■ Required work: Every line below should come back exactly as written, though the pictures stay out.

[Supplied material Boundary: Start]

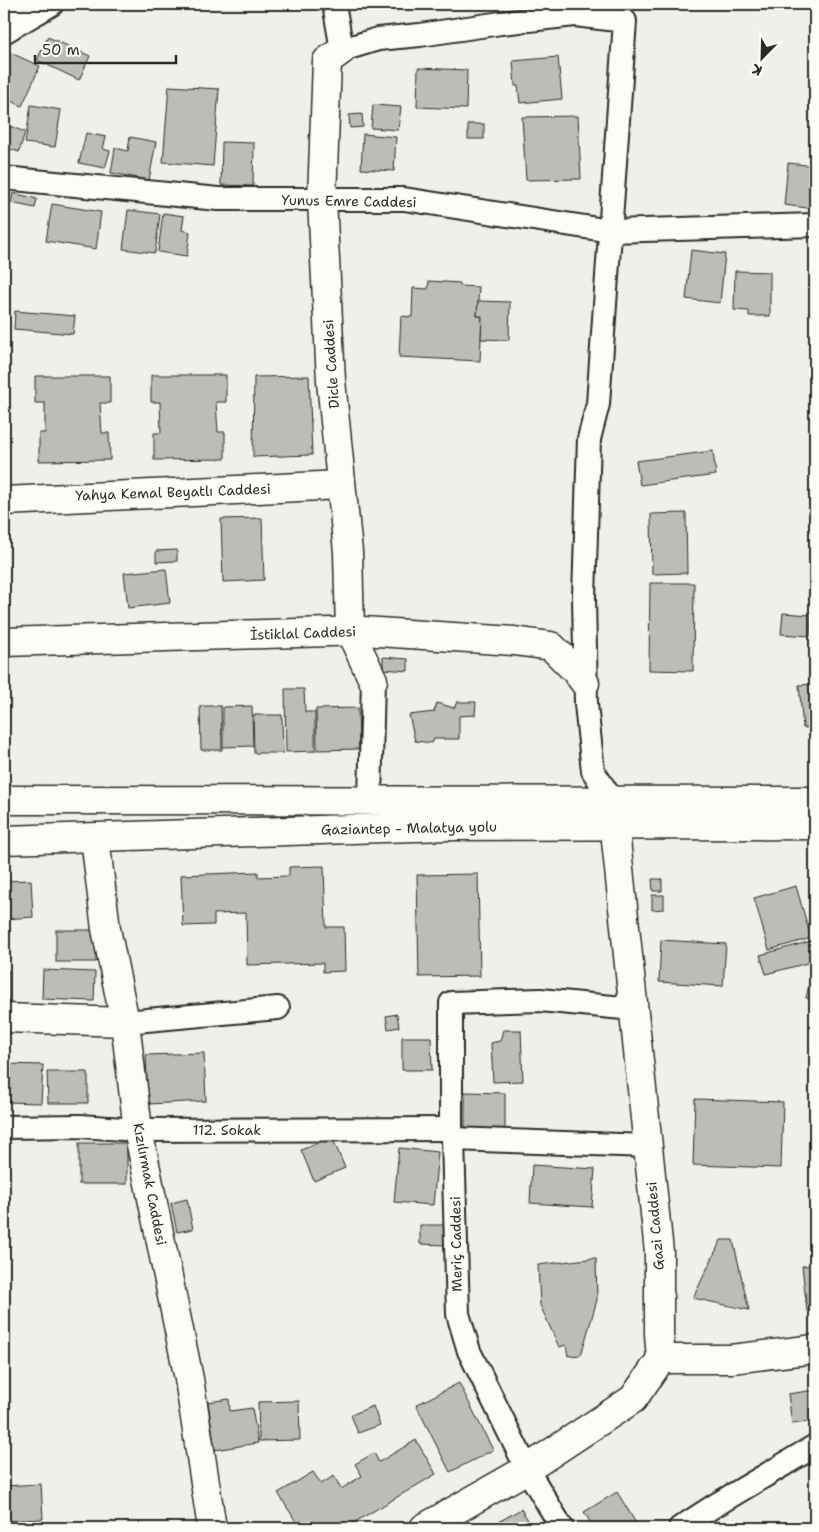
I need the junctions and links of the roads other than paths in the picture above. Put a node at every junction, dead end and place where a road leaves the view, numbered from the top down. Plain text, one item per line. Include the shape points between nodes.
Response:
1 (52, 4) edge
2 (334, 4) edge
3 (4, 5) edge
4 (626, 12) edge
5 (23, 20) junction
6 (4, 32) edge
7 (342, 50) junction
8 (4, 178) edge
9 (322, 199) junction
10 (814, 225) edge
11 (611, 231) junction
12 (341, 485) junction
13 (4, 501) edge
14 (350, 631) junction
15 (4, 642) edge
16 (373, 680) joint
17 (585, 683) junction
18 (4, 800) edge
19 (370, 800) junction
20 (815, 800) edge
21 (613, 813) junction
22 (815, 825) edge
23 (95, 838) junction
24 (4, 840) edge
25 (278, 1008) dead end
26 (633, 1009) junction
27 (4, 1018) edge
28 (124, 1022) junction
29 (4, 1127) edge
30 (138, 1130) junction
31 (452, 1134) junction
32 (648, 1146) junction
33 (815, 1349) edge
34 (661, 1359) junction
35 (815, 1446) edge
36 (528, 1469) junction
37 (212, 1528) edge
38 (424, 1528) edge
39 (562, 1528) edge
40 (680, 1528) edge

1 - 5 street
2 - 7 street
3 - 5 street
4 - 7 street via 501,22 378,39
4 - 11 street
5 - 6 street
7 - 9 main road, Dicle Caddesi via 327,61
8 - 9 street, Yunus Emre Caddesi via 218,199
9 - 11 street, Yunus Emre Caddesi via 404,199
9 - 12 main road, Dicle Caddesi via 331,381
10 - 11 street, Yunus Emre Caddesi
11 - 17 street via 598,404 589,438
12 - 13 main road, Yahya Kemal Beyatlı Caddesi
12 - 14 main road, Dicle Caddesi via 348,552
14 - 15 main road, İstiklal Caddesi
14 - 16 main road, Dicle Caddesi
14 - 17 main road, İstiklal Caddesi via 505,640 551,646
16 - 19 street
17 - 21 street via 593,771
18 - 19 main road, Gaziantep - Malatya yolu
19 - 21 main road, Gaziantep - Malatya yolu
20 - 21 main road, Gaziantep - Malatya yolu
21 - 22 main road, Gaziantep - Malatya yolu
21 - 23 main road, Gaziantep - Malatya yolu via 447,826
21 - 26 main road, Gazi Caddesi
23 - 24 main road, Gaziantep - Malatya yolu
23 - 28 main road, Kızılırmak Caddesi via 106,929
25 - 28 street
26 - 31 street, Meriç Caddesi via 540,1000 451,1003
26 - 32 main road, Gazi Caddesi
27 - 28 main road
28 - 30 main road, Kızılırmak Caddesi
29 - 30 street, 112. Sokak via 80,1126
30 - 31 street, 112. Sokak
30 - 37 main road, Kızılırmak Caddesi via 189,1379
31 - 32 street, 112. Sokak
31 - 36 street, Meriç Caddesi via 458,1314 469,1351
32 - 34 main road, Gazi Caddesi via 659,1252
33 - 34 main road via 731,1359
34 - 36 main road via 633,1399
35 - 40 street
36 - 38 main road
36 - 39 street, Meriç Caddesi

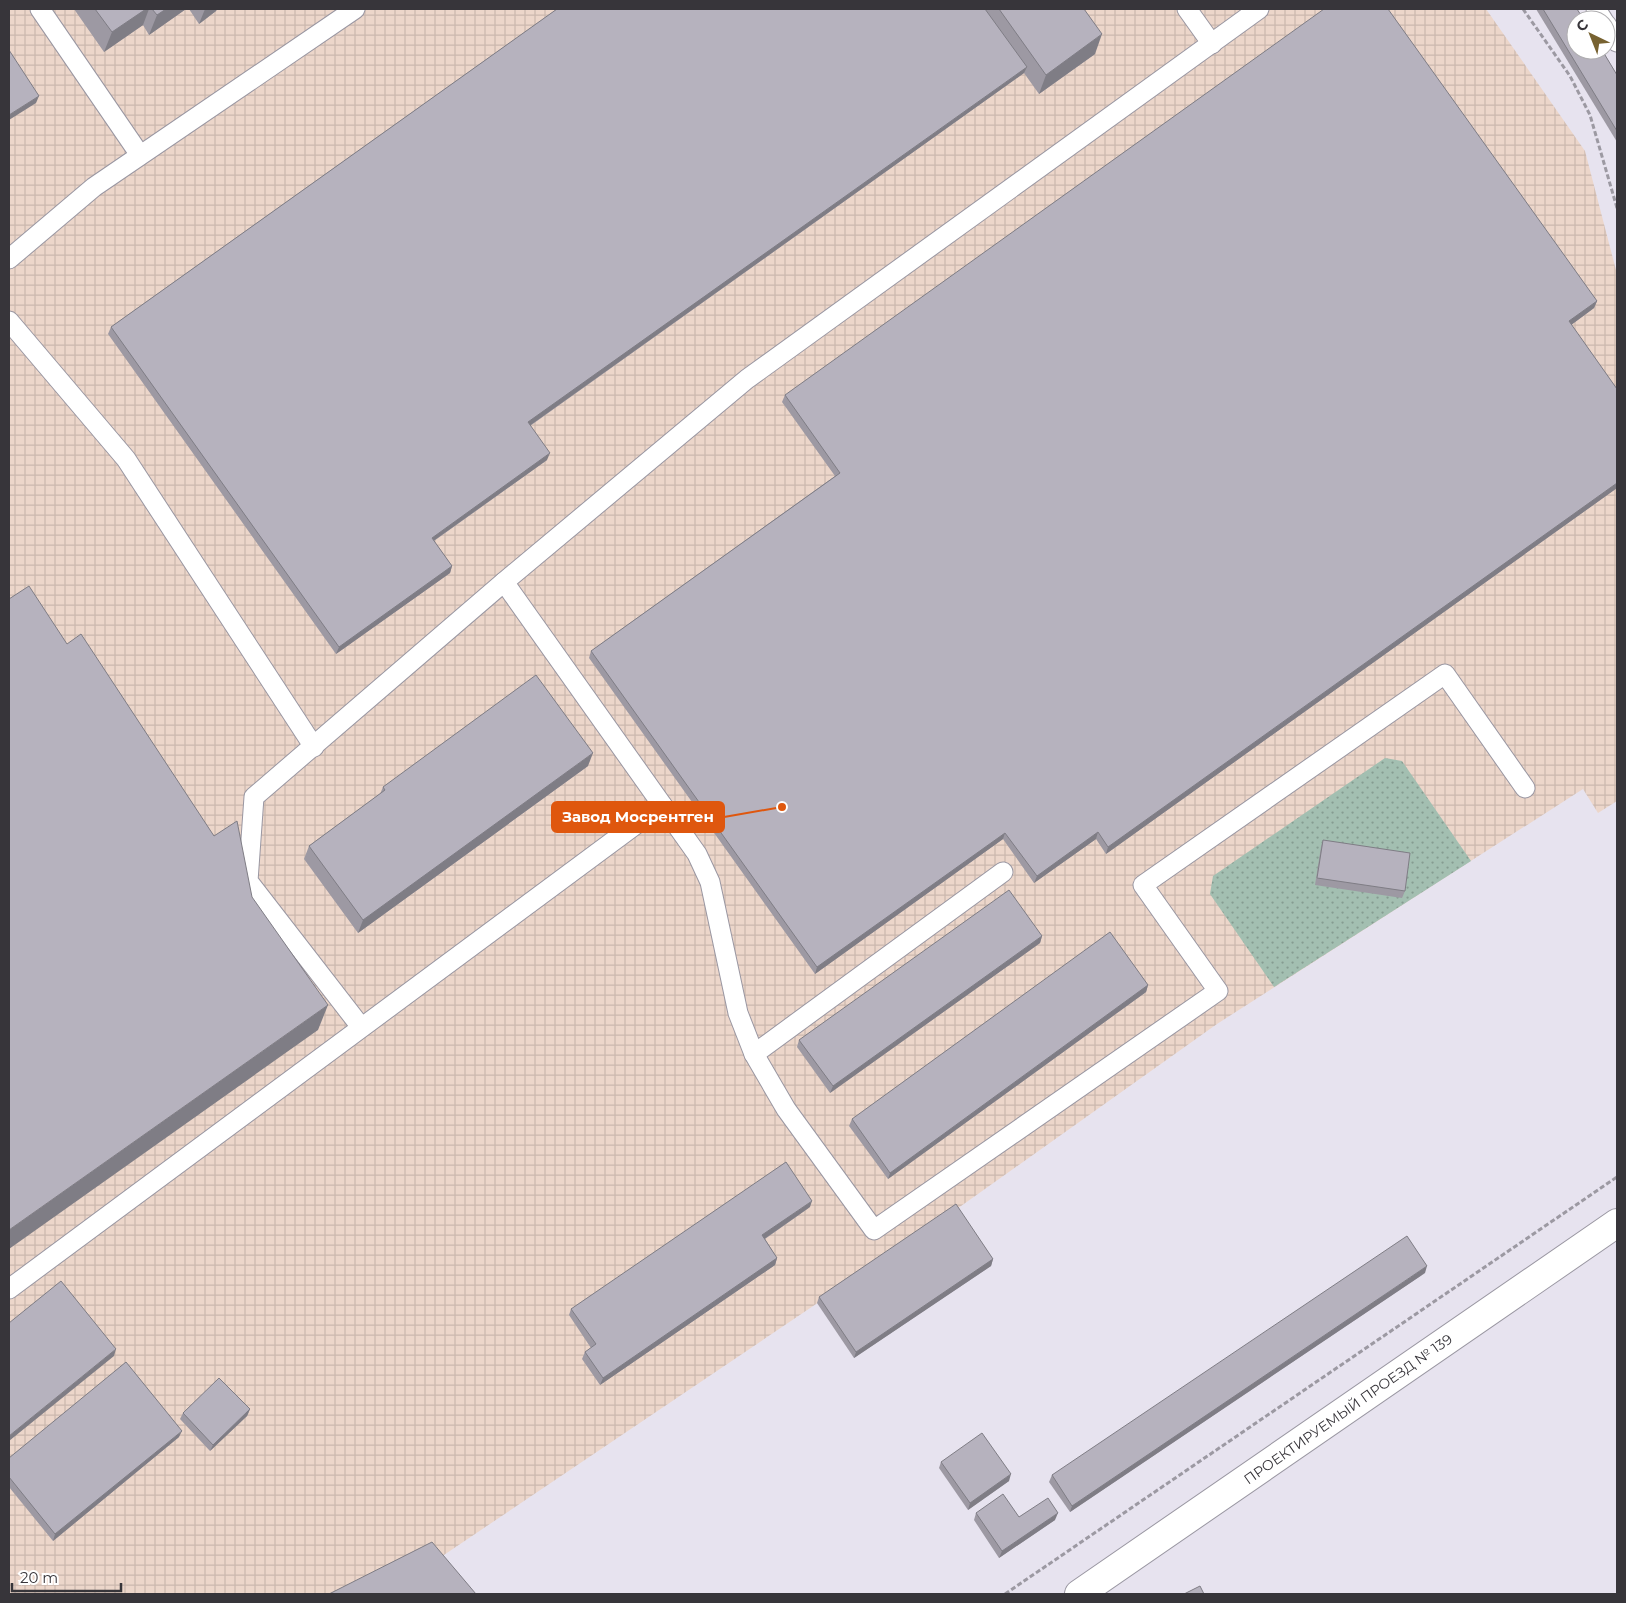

[Supplied material Boundary: End]

■ Reply:
I need the junctions and links of the roads other than paths in the picture above. Put a node at every junction, dead end and place where a road leaves the view, numbered from the top down. Plain text, one item per line. Include the shape points between nodes.
Response:
1 (52, 4) edge
2 (334, 4) edge
3 (4, 5) edge
4 (626, 12) edge
5 (23, 20) junction
6 (4, 32) edge
7 (342, 50) junction
8 (4, 178) edge
9 (322, 199) junction
10 (814, 225) edge
11 (611, 231) junction
12 (341, 485) junction
13 (4, 501) edge
14 (350, 631) junction
15 (4, 642) edge
16 (373, 680) joint
17 (585, 683) junction
18 (4, 800) edge
19 (370, 800) junction
20 (815, 800) edge
21 (613, 813) junction
22 (815, 825) edge
23 (95, 838) junction
24 (4, 840) edge
25 (278, 1008) dead end
26 (633, 1009) junction
27 (4, 1018) edge
28 (124, 1022) junction
29 (4, 1127) edge
30 (138, 1130) junction
31 (452, 1134) junction
32 (648, 1146) junction
33 (815, 1349) edge
34 (661, 1359) junction
35 (815, 1446) edge
36 (528, 1469) junction
37 (212, 1528) edge
38 (424, 1528) edge
39 (562, 1528) edge
40 (680, 1528) edge

1 - 5 street
2 - 7 street
3 - 5 street
4 - 7 street via 501,22 378,39
4 - 11 street
5 - 6 street
7 - 9 main road, Dicle Caddesi via 327,61
8 - 9 street, Yunus Emre Caddesi via 218,199
9 - 11 street, Yunus Emre Caddesi via 404,199
9 - 12 main road, Dicle Caddesi via 331,381
10 - 11 street, Yunus Emre Caddesi
11 - 17 street via 598,404 589,438
12 - 13 main road, Yahya Kemal Beyatlı Caddesi
12 - 14 main road, Dicle Caddesi via 348,552
14 - 15 main road, İstiklal Caddesi
14 - 16 main road, Dicle Caddesi
14 - 17 main road, İstiklal Caddesi via 505,640 551,646
16 - 19 street
17 - 21 street via 593,771
18 - 19 main road, Gaziantep - Malatya yolu
19 - 21 main road, Gaziantep - Malatya yolu
20 - 21 main road, Gaziantep - Malatya yolu
21 - 22 main road, Gaziantep - Malatya yolu
21 - 23 main road, Gaziantep - Malatya yolu via 447,826
21 - 26 main road, Gazi Caddesi
23 - 24 main road, Gaziantep - Malatya yolu
23 - 28 main road, Kızılırmak Caddesi via 106,929
25 - 28 street
26 - 31 street, Meriç Caddesi via 540,1000 451,1003
26 - 32 main road, Gazi Caddesi
27 - 28 main road
28 - 30 main road, Kızılırmak Caddesi
29 - 30 street, 112. Sokak via 80,1126
30 - 31 street, 112. Sokak
30 - 37 main road, Kızılırmak Caddesi via 189,1379
31 - 32 street, 112. Sokak
31 - 36 street, Meriç Caddesi via 458,1314 469,1351
32 - 34 main road, Gazi Caddesi via 659,1252
33 - 34 main road via 731,1359
34 - 36 main road via 633,1399
35 - 40 street
36 - 38 main road
36 - 39 street, Meriç Caddesi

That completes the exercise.